Each line that includes "میدان" must be copied from the records.

(Dataset entries)
——

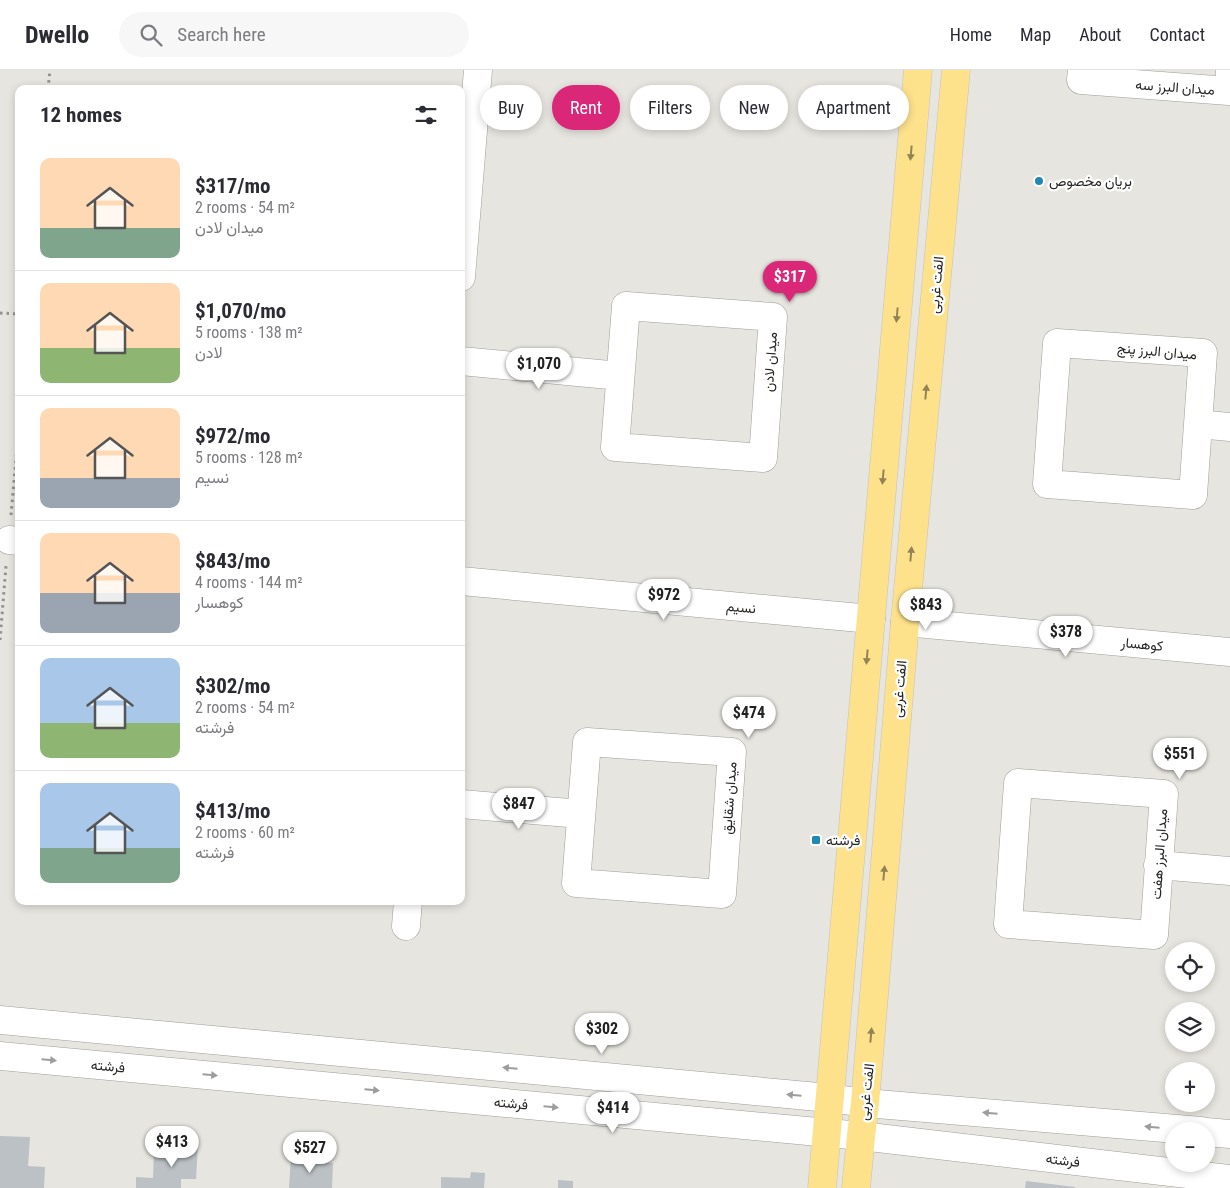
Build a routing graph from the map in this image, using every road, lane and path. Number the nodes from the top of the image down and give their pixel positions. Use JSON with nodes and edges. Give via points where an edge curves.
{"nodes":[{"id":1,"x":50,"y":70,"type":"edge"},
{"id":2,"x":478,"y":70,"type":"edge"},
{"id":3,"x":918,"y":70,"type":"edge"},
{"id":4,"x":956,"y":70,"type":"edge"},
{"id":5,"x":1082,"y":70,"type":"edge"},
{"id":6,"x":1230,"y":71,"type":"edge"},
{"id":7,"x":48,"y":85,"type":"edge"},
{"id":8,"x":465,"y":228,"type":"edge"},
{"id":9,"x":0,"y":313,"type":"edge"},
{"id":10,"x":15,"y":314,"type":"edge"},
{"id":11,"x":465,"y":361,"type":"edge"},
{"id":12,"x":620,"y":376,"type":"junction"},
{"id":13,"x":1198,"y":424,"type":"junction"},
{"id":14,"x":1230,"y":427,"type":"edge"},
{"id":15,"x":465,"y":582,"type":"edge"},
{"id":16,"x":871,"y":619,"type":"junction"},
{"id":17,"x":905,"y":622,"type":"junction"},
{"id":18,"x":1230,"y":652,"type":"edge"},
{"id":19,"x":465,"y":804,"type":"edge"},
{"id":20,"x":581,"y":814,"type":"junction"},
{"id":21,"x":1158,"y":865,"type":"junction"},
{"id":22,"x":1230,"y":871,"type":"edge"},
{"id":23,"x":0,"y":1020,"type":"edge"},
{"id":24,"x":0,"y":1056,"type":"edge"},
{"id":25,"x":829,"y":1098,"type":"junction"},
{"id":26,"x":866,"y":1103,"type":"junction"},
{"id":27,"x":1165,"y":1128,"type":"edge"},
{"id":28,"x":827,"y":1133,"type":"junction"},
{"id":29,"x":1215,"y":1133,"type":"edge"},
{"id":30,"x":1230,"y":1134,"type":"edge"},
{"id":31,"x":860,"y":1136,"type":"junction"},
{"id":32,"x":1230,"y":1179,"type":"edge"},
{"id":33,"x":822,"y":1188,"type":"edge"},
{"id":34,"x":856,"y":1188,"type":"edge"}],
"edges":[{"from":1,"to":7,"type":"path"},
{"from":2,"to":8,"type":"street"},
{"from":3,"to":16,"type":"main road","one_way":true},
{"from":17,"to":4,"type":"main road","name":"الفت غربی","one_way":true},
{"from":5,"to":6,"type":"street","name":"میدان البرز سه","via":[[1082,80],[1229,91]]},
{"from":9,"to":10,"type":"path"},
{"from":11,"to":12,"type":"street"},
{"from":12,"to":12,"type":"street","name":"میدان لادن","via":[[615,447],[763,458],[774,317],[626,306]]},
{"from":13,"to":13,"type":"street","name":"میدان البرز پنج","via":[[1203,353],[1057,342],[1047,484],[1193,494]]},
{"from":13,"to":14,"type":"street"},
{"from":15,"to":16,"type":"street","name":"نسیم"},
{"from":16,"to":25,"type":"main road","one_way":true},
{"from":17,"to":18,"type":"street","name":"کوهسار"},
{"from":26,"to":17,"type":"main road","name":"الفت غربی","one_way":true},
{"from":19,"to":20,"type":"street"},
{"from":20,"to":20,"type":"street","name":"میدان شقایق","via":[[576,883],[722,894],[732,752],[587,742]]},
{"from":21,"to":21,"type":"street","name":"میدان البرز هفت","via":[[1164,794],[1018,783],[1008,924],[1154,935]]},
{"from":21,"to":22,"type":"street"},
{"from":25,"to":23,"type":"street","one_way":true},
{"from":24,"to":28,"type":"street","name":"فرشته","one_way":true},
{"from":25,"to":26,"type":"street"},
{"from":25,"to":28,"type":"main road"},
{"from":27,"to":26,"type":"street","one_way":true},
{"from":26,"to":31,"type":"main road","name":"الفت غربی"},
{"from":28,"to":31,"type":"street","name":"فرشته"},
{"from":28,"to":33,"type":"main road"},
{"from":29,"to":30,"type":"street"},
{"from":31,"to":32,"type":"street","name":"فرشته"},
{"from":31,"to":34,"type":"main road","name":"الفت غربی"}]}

——

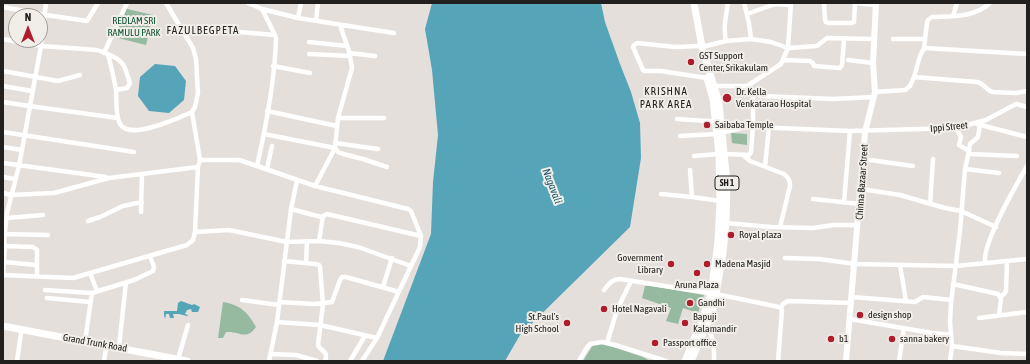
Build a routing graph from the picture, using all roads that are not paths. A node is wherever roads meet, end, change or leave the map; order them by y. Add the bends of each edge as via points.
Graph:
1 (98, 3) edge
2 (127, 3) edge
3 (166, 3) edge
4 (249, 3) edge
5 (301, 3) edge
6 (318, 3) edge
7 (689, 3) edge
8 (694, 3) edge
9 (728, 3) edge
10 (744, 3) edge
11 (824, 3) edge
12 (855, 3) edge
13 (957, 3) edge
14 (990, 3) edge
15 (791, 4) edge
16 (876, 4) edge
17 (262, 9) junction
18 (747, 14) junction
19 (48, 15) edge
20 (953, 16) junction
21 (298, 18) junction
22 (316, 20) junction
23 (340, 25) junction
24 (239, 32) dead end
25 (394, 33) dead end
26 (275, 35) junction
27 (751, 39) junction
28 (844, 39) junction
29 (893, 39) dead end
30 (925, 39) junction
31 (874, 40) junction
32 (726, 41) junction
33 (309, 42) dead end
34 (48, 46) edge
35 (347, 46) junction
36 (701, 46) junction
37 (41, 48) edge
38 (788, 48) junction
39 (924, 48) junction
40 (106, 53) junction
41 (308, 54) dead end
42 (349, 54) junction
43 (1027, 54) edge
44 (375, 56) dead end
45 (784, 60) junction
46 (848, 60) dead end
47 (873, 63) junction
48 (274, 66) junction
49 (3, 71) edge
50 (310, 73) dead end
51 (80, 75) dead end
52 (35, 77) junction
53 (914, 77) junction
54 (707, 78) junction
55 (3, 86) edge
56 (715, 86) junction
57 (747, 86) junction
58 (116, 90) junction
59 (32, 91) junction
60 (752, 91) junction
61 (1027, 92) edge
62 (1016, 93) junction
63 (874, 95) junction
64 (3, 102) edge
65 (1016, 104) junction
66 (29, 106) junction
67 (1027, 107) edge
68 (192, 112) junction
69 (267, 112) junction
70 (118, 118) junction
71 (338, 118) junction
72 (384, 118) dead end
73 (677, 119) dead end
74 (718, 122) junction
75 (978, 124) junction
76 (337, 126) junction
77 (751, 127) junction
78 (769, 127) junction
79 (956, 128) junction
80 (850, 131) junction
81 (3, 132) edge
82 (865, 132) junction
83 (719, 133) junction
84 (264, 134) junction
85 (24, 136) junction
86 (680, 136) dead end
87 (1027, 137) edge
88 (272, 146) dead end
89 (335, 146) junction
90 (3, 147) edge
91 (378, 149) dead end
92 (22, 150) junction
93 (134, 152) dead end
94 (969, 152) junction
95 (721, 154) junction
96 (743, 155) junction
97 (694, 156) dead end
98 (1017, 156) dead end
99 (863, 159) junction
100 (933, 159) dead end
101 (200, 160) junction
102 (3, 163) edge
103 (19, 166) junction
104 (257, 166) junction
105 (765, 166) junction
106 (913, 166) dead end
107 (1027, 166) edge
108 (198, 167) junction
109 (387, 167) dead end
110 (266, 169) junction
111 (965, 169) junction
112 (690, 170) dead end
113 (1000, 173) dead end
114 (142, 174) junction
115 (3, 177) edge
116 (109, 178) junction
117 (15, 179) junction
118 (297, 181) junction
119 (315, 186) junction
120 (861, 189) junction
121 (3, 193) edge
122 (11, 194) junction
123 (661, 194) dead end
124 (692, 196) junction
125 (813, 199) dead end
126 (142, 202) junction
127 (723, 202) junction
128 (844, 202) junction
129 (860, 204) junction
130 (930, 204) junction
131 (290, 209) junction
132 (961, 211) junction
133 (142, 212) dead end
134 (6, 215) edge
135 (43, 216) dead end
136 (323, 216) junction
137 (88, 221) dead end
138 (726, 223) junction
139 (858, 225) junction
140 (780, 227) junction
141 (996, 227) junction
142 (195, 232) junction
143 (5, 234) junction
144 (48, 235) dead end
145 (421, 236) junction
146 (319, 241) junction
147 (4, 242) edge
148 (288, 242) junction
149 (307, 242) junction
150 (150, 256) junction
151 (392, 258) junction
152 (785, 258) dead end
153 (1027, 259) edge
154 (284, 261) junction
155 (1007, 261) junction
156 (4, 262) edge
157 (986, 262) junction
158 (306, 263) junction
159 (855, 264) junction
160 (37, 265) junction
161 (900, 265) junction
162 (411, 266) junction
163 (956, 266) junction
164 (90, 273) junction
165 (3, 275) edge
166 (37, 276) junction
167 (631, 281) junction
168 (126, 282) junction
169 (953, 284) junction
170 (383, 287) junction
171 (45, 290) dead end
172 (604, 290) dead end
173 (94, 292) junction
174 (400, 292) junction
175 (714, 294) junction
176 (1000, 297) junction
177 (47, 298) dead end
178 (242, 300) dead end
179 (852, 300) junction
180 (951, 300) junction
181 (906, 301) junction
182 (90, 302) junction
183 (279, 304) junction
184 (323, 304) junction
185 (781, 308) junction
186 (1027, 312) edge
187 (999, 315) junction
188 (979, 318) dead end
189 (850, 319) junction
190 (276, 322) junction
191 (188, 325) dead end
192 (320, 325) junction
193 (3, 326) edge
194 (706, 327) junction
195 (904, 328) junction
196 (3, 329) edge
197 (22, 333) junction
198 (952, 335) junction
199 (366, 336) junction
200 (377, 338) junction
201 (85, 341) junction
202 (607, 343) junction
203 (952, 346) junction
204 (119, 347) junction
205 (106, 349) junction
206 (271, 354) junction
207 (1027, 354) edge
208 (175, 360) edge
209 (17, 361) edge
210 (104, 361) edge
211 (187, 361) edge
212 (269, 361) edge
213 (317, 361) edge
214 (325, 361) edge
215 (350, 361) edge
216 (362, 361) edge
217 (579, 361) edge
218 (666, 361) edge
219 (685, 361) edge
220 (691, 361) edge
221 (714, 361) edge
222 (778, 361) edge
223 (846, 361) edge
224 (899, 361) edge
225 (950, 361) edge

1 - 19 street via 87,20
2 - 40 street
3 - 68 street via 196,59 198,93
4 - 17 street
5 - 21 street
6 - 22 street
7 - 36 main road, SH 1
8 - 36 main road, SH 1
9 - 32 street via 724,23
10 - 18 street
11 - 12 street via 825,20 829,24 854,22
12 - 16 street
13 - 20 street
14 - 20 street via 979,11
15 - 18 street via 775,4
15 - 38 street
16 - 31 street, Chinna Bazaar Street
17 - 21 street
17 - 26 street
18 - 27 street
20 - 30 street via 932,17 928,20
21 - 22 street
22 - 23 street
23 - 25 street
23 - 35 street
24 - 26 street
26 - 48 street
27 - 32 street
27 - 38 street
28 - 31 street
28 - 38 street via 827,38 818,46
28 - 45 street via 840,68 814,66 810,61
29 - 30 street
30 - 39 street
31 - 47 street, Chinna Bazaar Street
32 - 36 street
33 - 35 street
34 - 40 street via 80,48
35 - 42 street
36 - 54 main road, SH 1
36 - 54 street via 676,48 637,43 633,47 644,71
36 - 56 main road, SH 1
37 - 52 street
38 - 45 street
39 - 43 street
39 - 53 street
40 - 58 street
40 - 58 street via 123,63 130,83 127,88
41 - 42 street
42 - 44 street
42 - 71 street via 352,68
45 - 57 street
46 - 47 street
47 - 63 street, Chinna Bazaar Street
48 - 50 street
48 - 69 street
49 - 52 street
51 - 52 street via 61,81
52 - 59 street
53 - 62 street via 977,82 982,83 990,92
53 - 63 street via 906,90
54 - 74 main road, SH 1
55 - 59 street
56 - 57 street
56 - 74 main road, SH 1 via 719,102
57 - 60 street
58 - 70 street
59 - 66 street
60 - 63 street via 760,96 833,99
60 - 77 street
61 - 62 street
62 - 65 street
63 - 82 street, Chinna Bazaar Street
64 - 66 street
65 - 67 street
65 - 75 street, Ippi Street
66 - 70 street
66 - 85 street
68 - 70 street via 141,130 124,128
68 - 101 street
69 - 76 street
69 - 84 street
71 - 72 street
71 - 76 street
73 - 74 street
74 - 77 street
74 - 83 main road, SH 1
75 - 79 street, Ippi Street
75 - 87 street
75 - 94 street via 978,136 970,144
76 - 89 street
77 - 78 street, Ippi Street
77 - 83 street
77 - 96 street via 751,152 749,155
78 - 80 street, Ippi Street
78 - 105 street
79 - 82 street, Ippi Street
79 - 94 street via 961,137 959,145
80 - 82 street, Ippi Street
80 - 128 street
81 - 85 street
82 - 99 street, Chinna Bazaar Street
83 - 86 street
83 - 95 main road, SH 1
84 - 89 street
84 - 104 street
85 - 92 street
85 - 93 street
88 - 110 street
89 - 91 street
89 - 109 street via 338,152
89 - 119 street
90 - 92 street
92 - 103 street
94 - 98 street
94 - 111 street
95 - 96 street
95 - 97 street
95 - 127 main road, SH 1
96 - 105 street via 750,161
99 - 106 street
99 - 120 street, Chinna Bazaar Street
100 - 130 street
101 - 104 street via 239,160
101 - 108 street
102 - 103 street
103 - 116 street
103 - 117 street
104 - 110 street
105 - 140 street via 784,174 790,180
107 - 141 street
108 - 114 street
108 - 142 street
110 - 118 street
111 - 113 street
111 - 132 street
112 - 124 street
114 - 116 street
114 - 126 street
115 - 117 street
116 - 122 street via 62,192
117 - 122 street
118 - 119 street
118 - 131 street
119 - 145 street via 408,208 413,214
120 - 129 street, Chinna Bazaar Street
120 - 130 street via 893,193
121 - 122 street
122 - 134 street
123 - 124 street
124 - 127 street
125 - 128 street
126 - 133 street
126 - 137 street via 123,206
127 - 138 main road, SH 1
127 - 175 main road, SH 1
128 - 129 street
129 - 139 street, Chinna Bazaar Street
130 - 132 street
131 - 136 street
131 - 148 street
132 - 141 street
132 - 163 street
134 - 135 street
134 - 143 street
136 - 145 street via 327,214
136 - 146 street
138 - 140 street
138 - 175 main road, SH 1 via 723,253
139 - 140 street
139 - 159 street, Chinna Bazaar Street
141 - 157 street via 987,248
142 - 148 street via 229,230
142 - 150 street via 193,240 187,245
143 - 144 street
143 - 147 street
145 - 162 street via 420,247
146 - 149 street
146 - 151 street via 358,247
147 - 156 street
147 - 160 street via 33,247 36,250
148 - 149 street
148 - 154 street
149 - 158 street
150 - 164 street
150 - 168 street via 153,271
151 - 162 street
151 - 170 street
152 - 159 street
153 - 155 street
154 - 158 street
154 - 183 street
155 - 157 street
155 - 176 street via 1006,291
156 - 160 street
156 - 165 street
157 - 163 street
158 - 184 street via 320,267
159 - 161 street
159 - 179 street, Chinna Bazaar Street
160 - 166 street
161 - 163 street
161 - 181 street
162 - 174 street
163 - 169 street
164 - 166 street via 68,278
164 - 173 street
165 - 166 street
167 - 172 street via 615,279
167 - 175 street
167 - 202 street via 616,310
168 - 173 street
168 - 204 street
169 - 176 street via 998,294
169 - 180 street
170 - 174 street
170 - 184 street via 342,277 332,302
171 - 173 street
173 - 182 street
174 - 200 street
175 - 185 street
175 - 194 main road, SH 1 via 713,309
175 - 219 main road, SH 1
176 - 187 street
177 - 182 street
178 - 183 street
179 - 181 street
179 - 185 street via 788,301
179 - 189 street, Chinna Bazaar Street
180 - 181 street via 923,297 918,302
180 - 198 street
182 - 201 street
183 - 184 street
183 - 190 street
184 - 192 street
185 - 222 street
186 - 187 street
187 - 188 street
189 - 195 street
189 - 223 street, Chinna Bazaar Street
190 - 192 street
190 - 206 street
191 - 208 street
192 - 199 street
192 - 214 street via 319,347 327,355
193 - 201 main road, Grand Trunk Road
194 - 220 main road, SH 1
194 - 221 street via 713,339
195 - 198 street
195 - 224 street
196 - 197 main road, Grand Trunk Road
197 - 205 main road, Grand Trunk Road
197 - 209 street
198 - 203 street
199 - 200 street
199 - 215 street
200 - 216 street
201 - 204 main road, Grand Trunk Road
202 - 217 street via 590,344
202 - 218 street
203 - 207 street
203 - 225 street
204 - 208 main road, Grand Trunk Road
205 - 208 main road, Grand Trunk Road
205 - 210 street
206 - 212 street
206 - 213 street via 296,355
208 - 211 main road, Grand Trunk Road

——

* Task output
{"from":5,"to":6,"type":"street","name":"میدان البرز سه","via":[[1082,80],[1229,91]]},
{"from":12,"to":12,"type":"street","name":"میدان لادن","via":[[615,447],[763,458],[774,317],[626,306]]},
{"from":13,"to":13,"type":"street","name":"میدان البرز پنج","via":[[1203,353],[1057,342],[1047,484],[1193,494]]},
{"from":20,"to":20,"type":"street","name":"میدان شقایق","via":[[576,883],[722,894],[732,752],[587,742]]},
{"from":21,"to":21,"type":"street","name":"میدان البرز هفت","via":[[1164,794],[1018,783],[1008,924],[1154,935]]},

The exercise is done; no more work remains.